══ Records shown ══

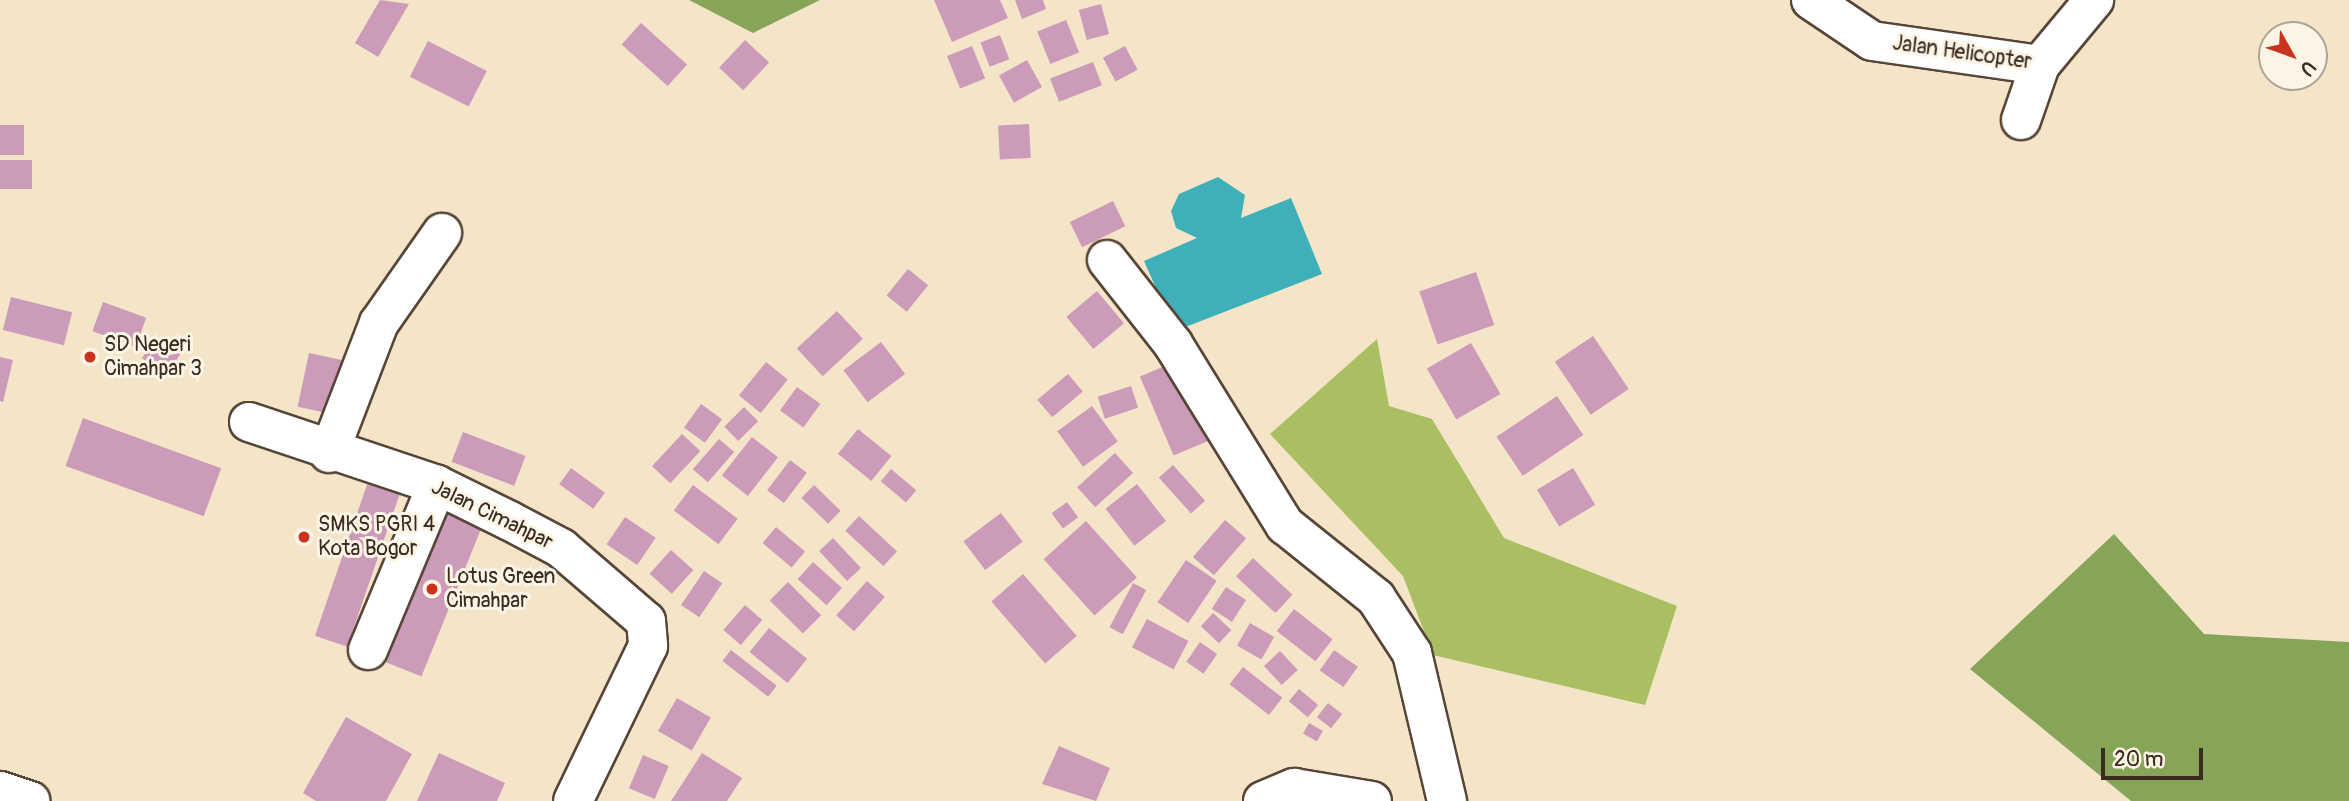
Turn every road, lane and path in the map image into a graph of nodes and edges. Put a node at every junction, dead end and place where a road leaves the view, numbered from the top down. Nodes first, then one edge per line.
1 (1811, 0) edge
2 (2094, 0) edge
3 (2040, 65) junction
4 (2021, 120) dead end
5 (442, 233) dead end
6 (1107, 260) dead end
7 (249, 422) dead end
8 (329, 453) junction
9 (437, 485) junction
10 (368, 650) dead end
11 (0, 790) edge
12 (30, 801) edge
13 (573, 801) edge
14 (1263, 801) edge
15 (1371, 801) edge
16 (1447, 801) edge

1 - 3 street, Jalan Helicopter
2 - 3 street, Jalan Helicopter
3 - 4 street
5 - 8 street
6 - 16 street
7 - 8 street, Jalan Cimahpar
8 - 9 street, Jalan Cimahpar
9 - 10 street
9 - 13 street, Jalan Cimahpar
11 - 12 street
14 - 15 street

═══
══ Records shown ══

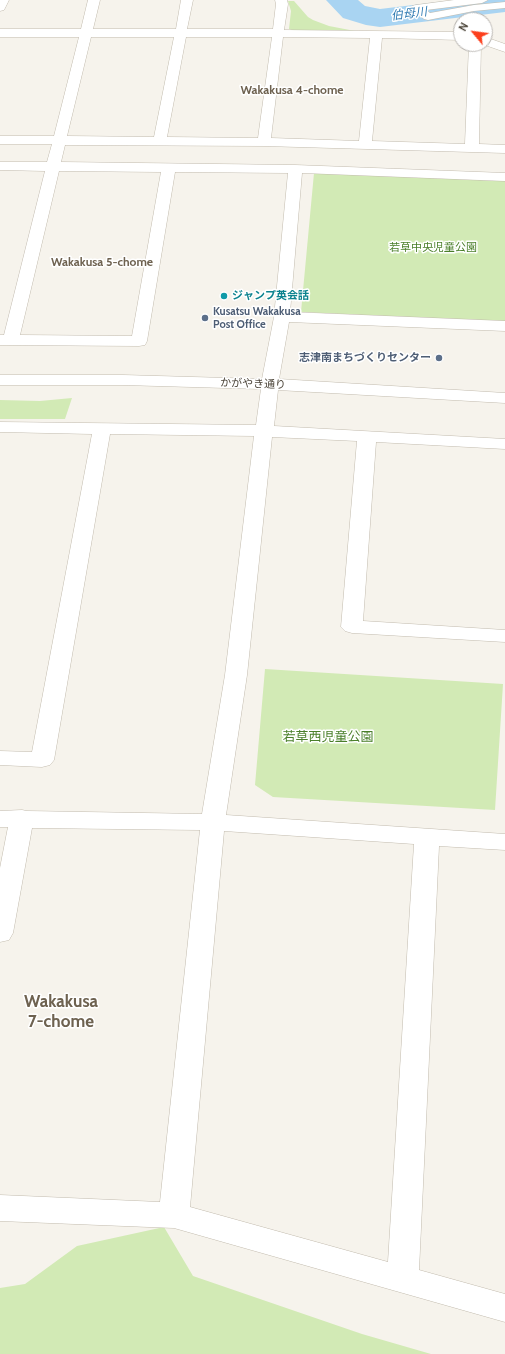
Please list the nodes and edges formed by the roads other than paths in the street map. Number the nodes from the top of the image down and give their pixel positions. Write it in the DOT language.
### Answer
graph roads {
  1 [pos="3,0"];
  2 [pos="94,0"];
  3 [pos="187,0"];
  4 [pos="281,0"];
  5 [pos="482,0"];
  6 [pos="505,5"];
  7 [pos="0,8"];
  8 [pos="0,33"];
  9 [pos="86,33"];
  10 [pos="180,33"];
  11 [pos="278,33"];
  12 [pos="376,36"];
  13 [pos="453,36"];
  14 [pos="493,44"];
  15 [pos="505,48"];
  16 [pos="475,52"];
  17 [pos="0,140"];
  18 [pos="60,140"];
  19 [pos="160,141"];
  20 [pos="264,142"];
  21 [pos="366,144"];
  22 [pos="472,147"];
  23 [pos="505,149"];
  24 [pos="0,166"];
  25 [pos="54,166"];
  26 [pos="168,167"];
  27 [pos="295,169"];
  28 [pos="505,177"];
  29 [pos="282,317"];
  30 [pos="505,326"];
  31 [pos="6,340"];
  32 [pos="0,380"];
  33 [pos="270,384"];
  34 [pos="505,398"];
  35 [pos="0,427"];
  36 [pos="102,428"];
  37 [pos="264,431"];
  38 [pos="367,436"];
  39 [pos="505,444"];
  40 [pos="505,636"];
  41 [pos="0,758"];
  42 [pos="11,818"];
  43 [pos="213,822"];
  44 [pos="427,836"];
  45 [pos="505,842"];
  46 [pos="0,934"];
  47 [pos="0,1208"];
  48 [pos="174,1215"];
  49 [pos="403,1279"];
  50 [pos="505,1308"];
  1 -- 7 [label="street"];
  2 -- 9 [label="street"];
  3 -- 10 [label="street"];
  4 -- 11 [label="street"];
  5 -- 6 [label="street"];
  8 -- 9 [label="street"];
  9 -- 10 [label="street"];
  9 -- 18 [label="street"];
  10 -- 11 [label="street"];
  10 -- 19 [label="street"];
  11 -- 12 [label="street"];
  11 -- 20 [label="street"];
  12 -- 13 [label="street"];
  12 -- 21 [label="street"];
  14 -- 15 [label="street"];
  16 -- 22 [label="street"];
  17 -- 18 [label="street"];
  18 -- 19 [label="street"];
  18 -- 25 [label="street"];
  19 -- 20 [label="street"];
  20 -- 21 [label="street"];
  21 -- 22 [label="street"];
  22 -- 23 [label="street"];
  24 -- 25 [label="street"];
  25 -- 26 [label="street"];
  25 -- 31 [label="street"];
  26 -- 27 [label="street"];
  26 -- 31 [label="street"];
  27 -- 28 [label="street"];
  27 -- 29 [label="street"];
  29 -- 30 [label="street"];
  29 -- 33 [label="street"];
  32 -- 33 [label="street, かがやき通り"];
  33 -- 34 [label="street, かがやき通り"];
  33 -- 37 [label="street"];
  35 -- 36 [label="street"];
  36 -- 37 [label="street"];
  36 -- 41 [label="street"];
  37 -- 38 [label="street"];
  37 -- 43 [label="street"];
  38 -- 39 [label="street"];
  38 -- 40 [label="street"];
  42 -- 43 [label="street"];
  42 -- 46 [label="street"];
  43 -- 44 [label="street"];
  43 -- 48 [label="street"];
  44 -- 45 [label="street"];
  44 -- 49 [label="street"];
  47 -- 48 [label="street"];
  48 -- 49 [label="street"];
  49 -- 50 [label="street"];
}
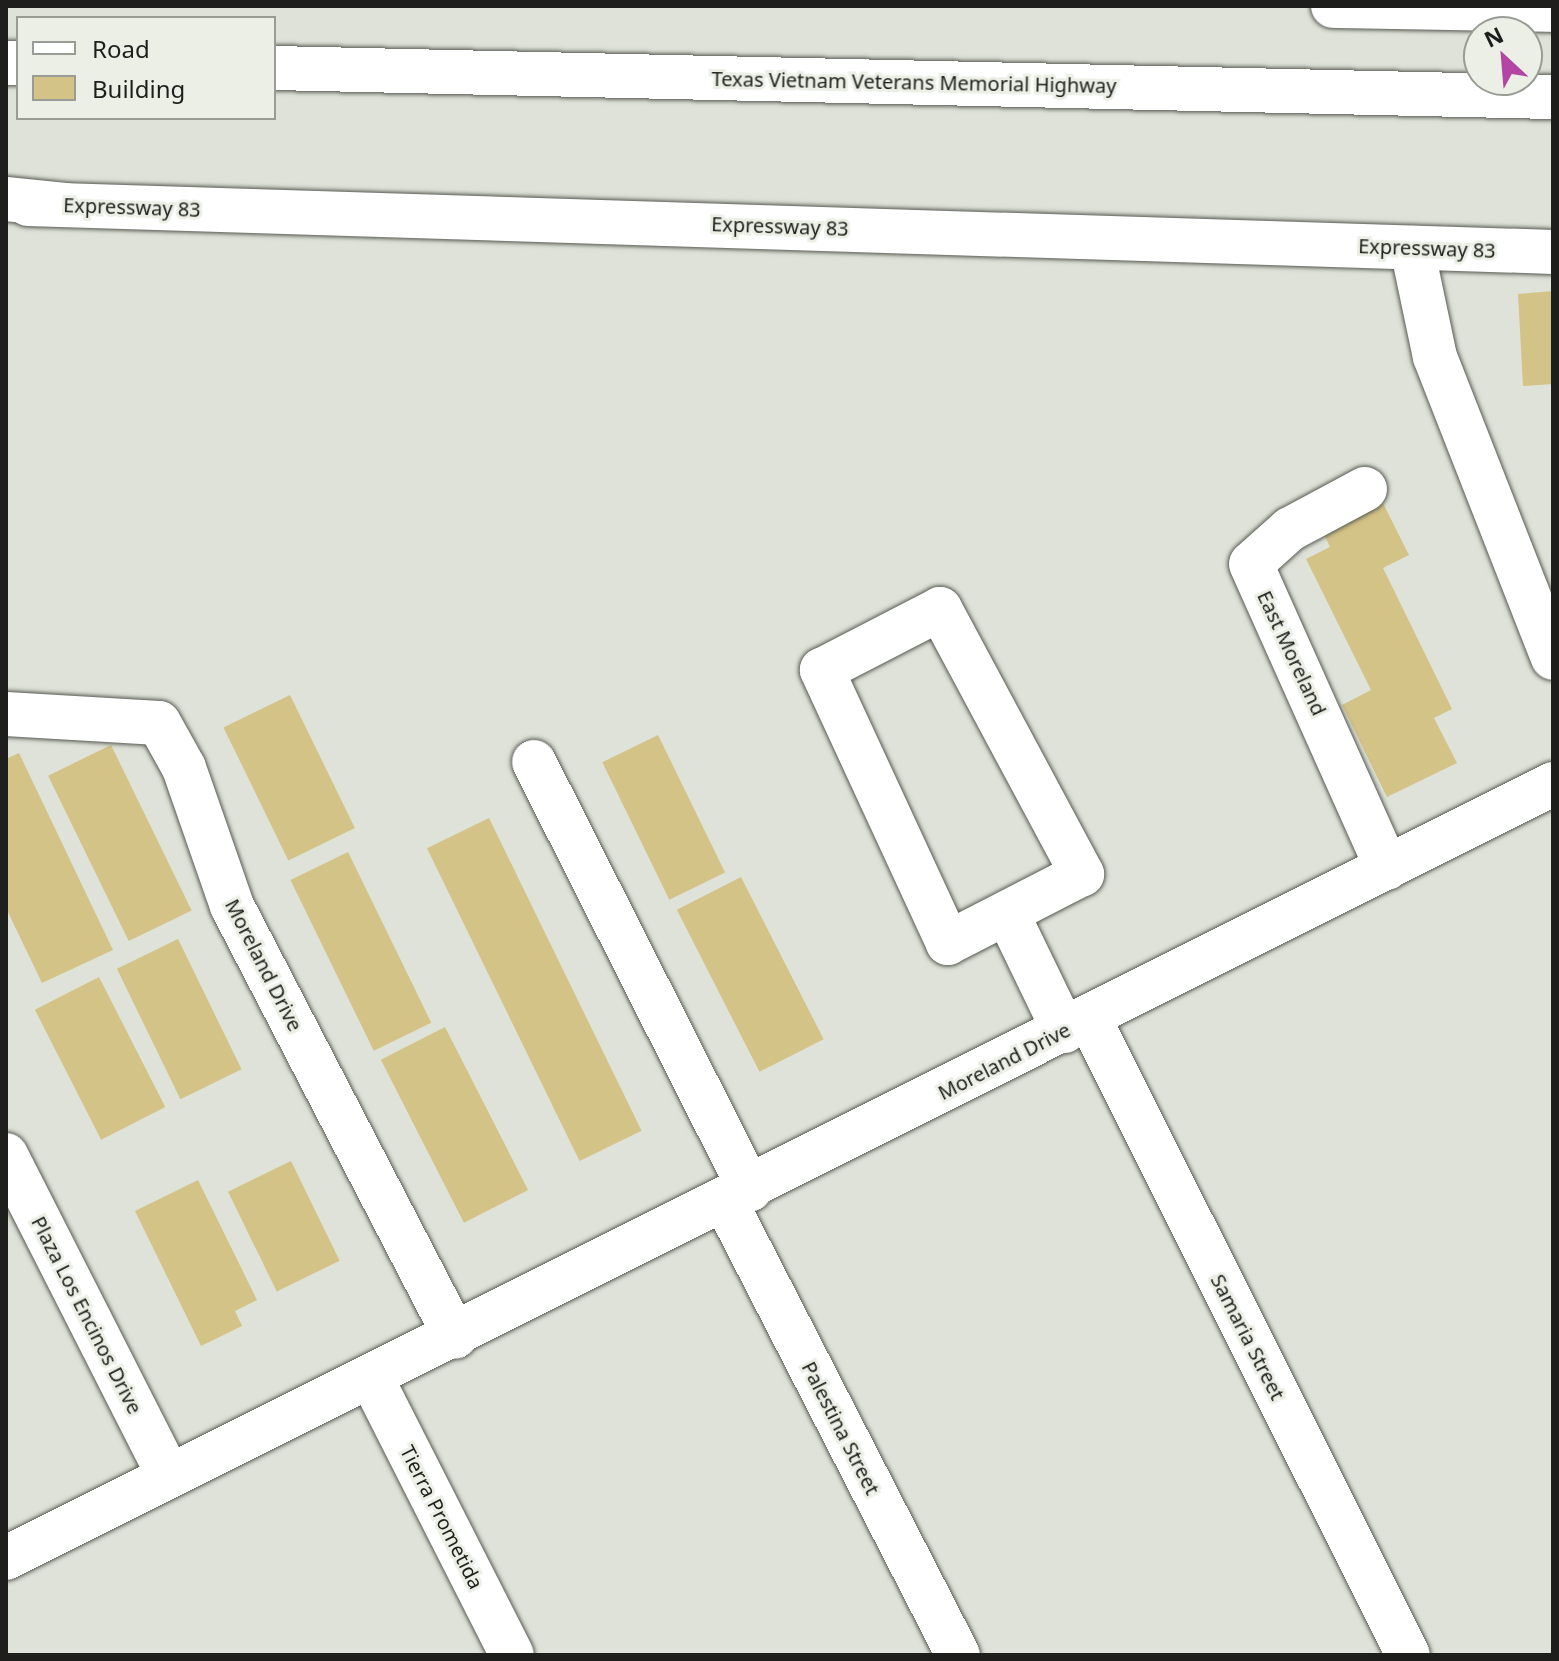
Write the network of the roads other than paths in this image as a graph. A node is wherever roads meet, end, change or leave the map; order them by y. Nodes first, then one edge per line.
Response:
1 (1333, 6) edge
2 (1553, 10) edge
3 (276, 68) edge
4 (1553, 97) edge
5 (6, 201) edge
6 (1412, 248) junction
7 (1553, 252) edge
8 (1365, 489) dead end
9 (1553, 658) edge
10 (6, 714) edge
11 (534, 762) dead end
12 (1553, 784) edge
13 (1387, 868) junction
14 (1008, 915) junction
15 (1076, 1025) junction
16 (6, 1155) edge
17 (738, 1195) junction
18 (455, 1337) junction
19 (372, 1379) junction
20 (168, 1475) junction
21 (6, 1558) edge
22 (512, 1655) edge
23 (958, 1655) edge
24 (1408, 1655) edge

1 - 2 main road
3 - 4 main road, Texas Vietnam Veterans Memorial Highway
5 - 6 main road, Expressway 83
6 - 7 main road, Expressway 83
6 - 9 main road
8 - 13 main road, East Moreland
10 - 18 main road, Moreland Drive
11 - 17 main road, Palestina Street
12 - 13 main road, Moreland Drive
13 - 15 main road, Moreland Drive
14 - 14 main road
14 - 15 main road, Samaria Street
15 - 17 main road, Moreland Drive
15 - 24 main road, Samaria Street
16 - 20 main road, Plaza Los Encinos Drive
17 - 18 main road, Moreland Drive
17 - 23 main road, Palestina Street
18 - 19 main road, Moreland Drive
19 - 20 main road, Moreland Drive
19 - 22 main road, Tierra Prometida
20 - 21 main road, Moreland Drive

═══
══ Records shown ══

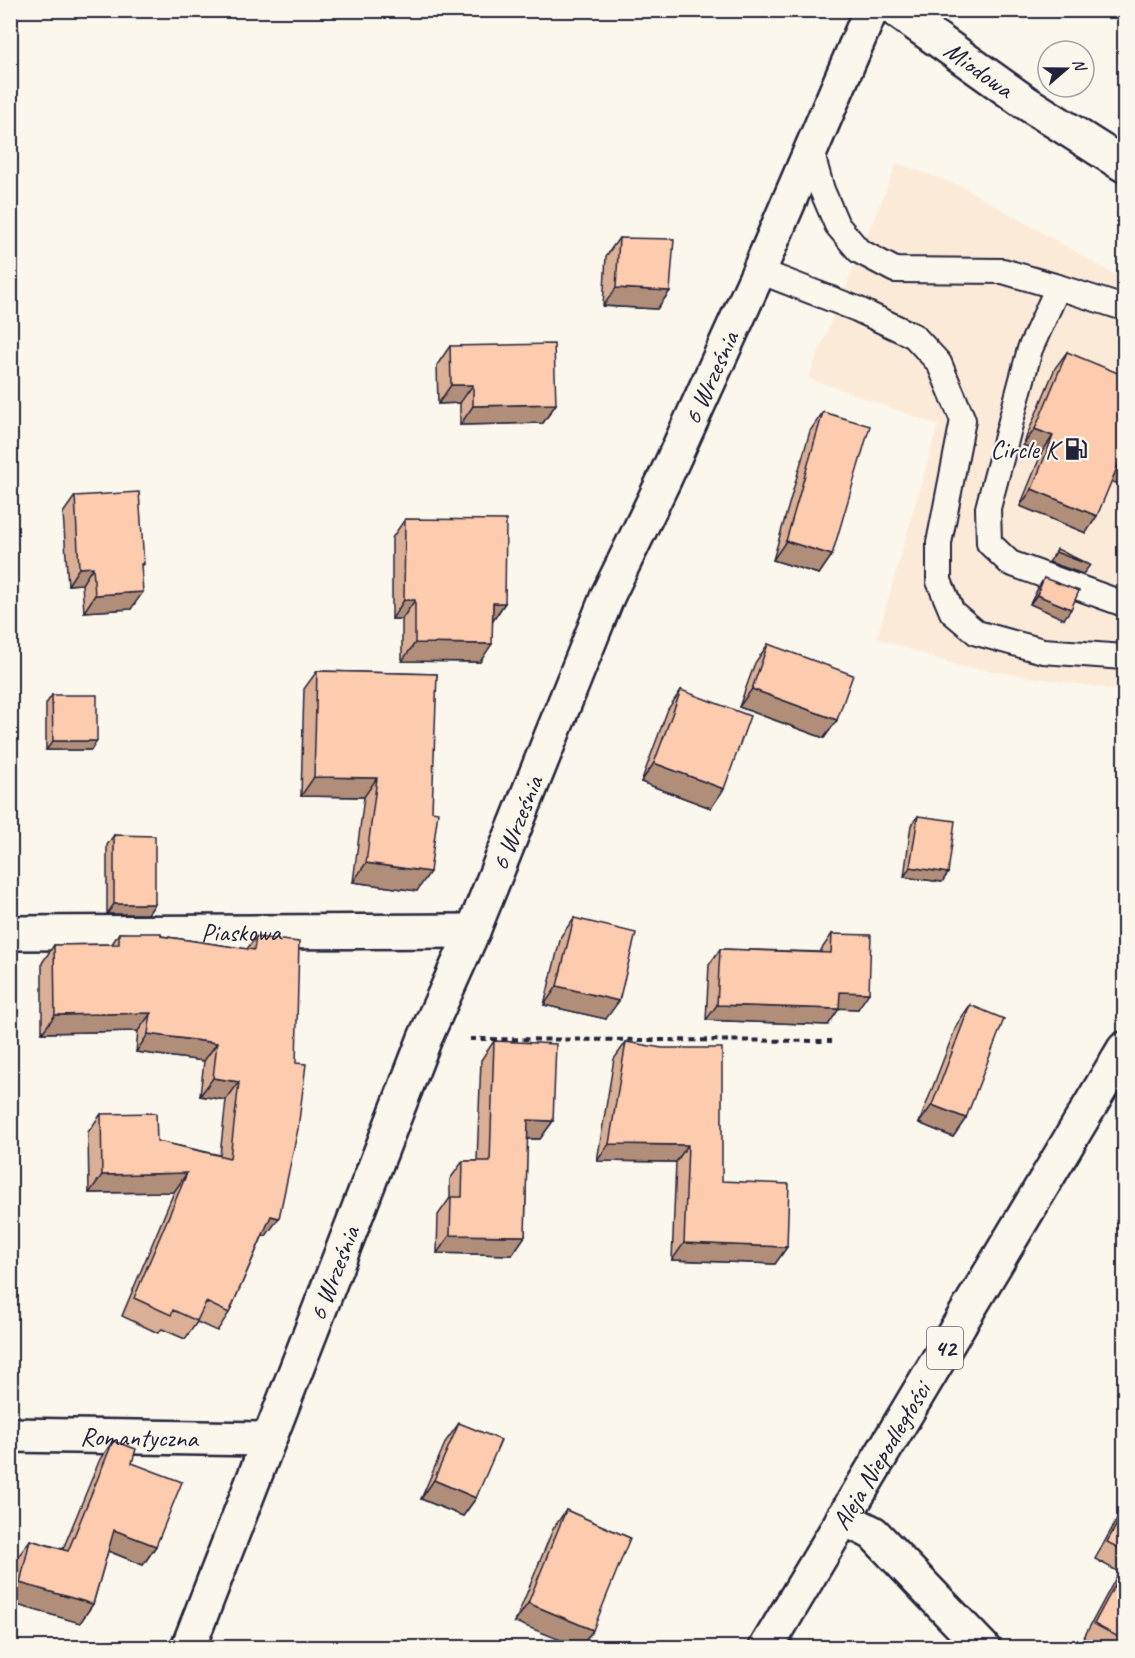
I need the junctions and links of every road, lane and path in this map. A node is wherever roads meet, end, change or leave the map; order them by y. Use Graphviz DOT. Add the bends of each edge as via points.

═══

Which lines in the material above include the string "Write"? Pull them out.

== Task solution ==
Please list the nodes and edges formed by the roads other than paths in the street map. Number the nodes from the top of the image down and give their pixel positions. Write it in the DOT language.
Write the network of the roads other than paths in this image as a graph. A node is wherever roads meet, end, change or leave the map; order them by y. Nodes first, then one edge per line.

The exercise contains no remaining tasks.